I have removed and reinstalled the three ports listed above multiple times, as well as x11/gnome3 and then did multimedia/plexhometheater again after the GNOME3 reinstall, ensured my ports tree is latest-greatest every day I start, and I did a second `portmaster -a -f`. When I deinstall I use `make deinstall clean`, and when I reinstall I use `make install clean`.  Portmaster says all is up to date, but command `pkg_libchk` burps back with the above.  I am pretty sure I have removed and reinstalled multimedia/ffmpeg and multimedia/ffmpeg0, and the JAVA ports listed earlier. Note my saying "removed and reinstalled". I am not rebuilding something already install, though I have tried that too. I am removing and then installing using ports.

Is there some sort of command option that basically says when you install this port, reinstall all libraries and their dependencies, even if all looks to be in order?  Should I consider using `-r` with portmaster to rebuild up the tree instead of just rebuilding down the tree?


----------



## wblock@ (Nov 17, 2015)

Every time you do `portmaster -af`, it (slowly) rebuilds everything.  So there is no point to adding other options there.  Doing any other sort of update before that is just a waste of time that will be wiped out when those ports are rebuilt.  Having benchmarked -af versus the update procedure shown in Thread rebuilding-all-ports-with-portmaster.51210, I don't use -af at all.

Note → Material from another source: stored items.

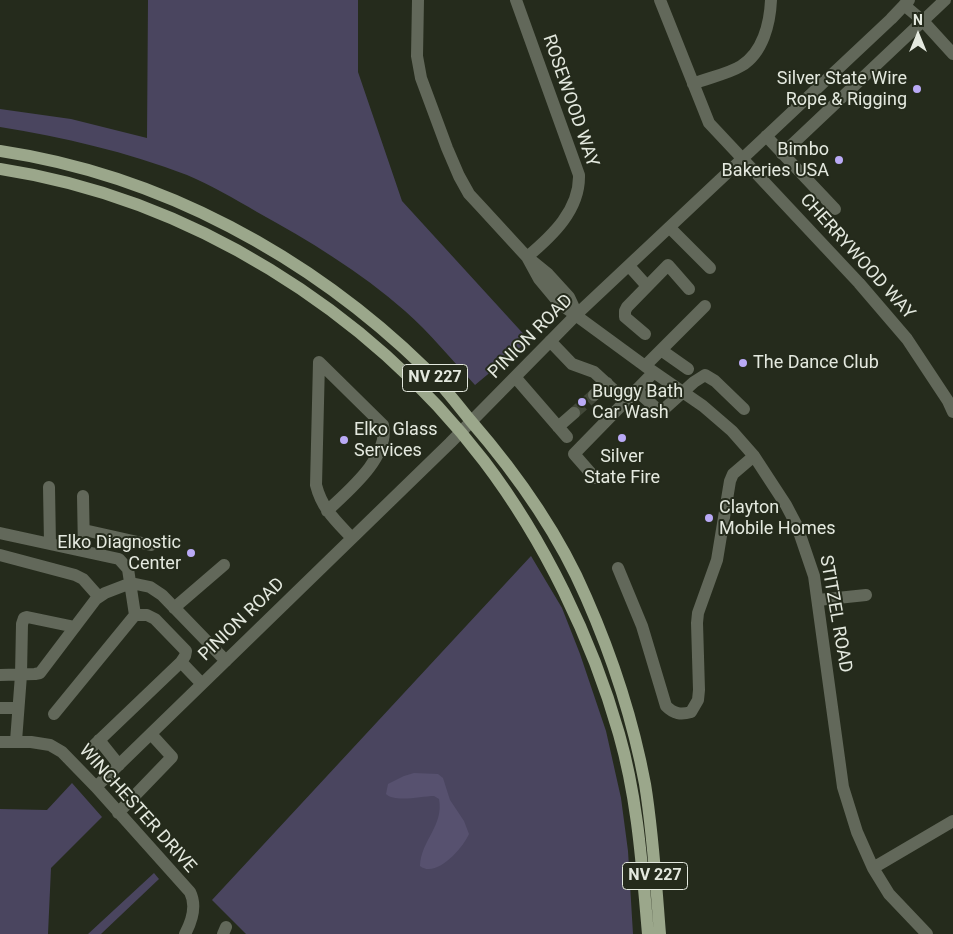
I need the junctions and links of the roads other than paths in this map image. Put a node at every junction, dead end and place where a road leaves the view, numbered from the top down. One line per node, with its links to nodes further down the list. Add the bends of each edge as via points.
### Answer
1 (418, 0): 17 (street, STITZEL ROAD, via 417,56 421,78 447,148 469,194)
2 (516, 0): 17 (street, ROSEWOOD WAY, via 579,176 575,201 563,221)
3 (660, 0): 9 (street, CHERRYWOOD WAY)
4 (771, 0): 9 (street, via 766,31 751,57 741,66)
5 (945, 0): 7 (street)
6 (907, 2): 7 (street); 10 (street, PINION ROAD)
7 (922, 21): 8 (street); 12 (street)
8 (953, 54)
9 (693, 84): 13 (street, CHERRYWOOD WAY, via 709,123)
10 (766, 136): 12 (street); 13 (street, PINION ROAD)
11 (0, 150): 38 (main road, NV 227, via 109,176 176,201 258,241 323,282 379,325 429,371)
12 (782, 154): 15 (street)
13 (743, 158): 16 (street, PINION ROAD); 36 (street, CHERRYWOOD WAY, via 907,339)
14 (0, 168): 40 (main road, NV 227, via 87,188 140,206 187,225 272,270 389,357)
15 (835, 209)
16 (670, 228): 18 (street, PINION ROAD); 19 (street)
17 (527, 257): 23 (street, STITZEL ROAD, via 539,279 559,303)
18 (629, 266): 20 (street); 23 (street, PINION ROAD)
19 (710, 268)
20 (647, 286): 21 (street, via 668,265); 24 (street, via 625,312 625,317)
21 (689, 289)
22 (705, 306): 26 (street)
23 (577, 314): 25 (street, PINION ROAD); 27 (street, STITZEL ROAD)
24 (646, 334)
25 (550, 342): 29 (street, PINION ROAD); 30 (street, via 572,364 594,372)
26 (661, 350): 27 (street); 28 (street)
27 (650, 369): 31 (street); 32 (street, STITZEL ROAD)
28 (688, 369)
29 (515, 377): 38 (street, PINION ROAD); 39 (street)
30 (607, 383): 33 (street); 34 (street)
31 (636, 390): 32 (street, via 659,410 665,409); 43 (street, via 574,454)
32 (683, 392): 35 (street, via 702,376 709,376); 42 (street, STITZEL ROAD, via 732,430)
33 (617, 393)
34 (594, 395)
35 (744, 409)
36 (953, 412)
37 (574, 413): 39 (street)
38 (472, 421): 40 (street, PINION ROAD); 83 (main road, NV 227, via 509,466 559,544 587,598 616,674 645,785)
39 (558, 427): 41 (street)
40 (460, 432): 49 (street, PINION ROAD); 82 (main road, NV 227, via 504,488 556,574 598,671 629,773 641,846)
41 (568, 437)
42 (754, 456): 55 (street, via 733,474 730,481 717,560 698,613 699,690 691,712 678,714 666,706 642,626); 59 (street, STITZEL ROAD, via 797,526 814,576)
43 (595, 478)
44 (49, 487): 50 (street)
45 (83, 496): 47 (street)
46 (327, 511): 46 (street, via 319,499 316,485 319,362 383,425 385,432 377,457); 49 (street)
47 (84, 530): 51 (street); 52 (street)
48 (0, 533): 50 (street)
49 (352, 538): 63 (street, PINION ROAD)
50 (50, 544): 52 (street)
51 (151, 545)
52 (84, 551): 56 (street, via 119,559 128,569)
53 (0, 555): 58 (street, via 75,575)
54 (224, 565): 60 (street)
55 (618, 568)
56 (131, 583): 58 (street); 60 (street, via 150,587); 61 (street)
57 (866, 595): 59 (street)
58 (99, 597): 62 (street)
59 (818, 600): 80 (street, STITZEL ROAD, via 843,787 857,832)
60 (174, 608): 63 (street)
61 (135, 614): 64 (street, via 147,614 155,619 186,651); 70 (street)
62 (75, 627): 66 (street, via 42,671); 66 (street, via 24,618)
63 (226, 661): 67 (street, PINION ROAD)
64 (181, 662): 67 (street); 72 (street)
65 (0, 675): 66 (street)
66 (21, 675): 69 (street)
67 (202, 684): 71 (street, PINION ROAD)
68 (0, 708): 69 (street)
69 (18, 708): 74 (street)
70 (54, 714)
71 (151, 734): 76 (street, PINION ROAD); 78 (street, via 172,757)
72 (99, 740): 75 (street); 76 (street)
73 (0, 742): 74 (street, WINCHESTER DRIVE)
74 (16, 742): 77 (street, WINCHESTER DRIVE, via 50,745 62,752)
75 (89, 750)
76 (119, 765): 77 (street, PINION ROAD)
77 (96, 787): 78 (street, WINCHESTER DRIVE)
78 (118, 813): 81 (street, WINCHESTER DRIVE, via 190,892 193,909)
79 (953, 821): 80 (street)
80 (873, 868): 84 (street, STITZEL ROAD, via 889,894)
81 (186, 934)
82 (648, 934)
83 (660, 934)
84 (927, 934)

One possibility is that the files shown here are outdated leftovers from some earlier mistake, and not actually needed or used by current ports.  What does `pkg which /usr/local/lib/plexhometheater/system/players/dvdplayer/avcodec-53-x86_64-freebsd.so` say?

Rather than continue to fight with that, I would consider deinstalling multimedia/plexhometheater, manually deleting that library directory, then installing the port again.


----------



## kpa (Nov 17, 2015)

I would also look at /usr/local/lib and see if there are any old versions of libavutil.so* (and other missing libraries) present and manually delete them if found. The ports system tries its best to avoid a situation where a port accidentally links to an older version of a library but it's really on the mercy of the upstream vendor to get the compilation and linking right.


----------



## wblock@ (Nov 18, 2015)

Oh, and maybe delete /usr/local/lib/compat/pkg, where portmaster(8) puts all the outdated libraries.


----------



## PacketMan (Nov 18, 2015)

wblock@ said:


> Every time you do `portmaster -af`, it (slowly) rebuilds everything.  So there is no point to adding other options there.  Doing any other sort of update before that is just a waste of time that will be wiped out when those ports are rebuilt.  Having benchmarked -af versus the update procedure shown in Thread rebuilding-all-ports-with-portmaster.51210, I don't use -af at all.
> 
> One possibility is that the files shown here are outdated leftovers from some earlier mistake, and not actually needed or used by current ports.  What does `pkg which /usr/local/lib/plexhometheater/system/players/dvdplayer/avcodec-53-x86_64-freebsd.so` say?
> 
> Rather than continue to fight with that, I would consider deinstalling multimedia/plexhometheater, manually deleting that library directory, then installing the port again.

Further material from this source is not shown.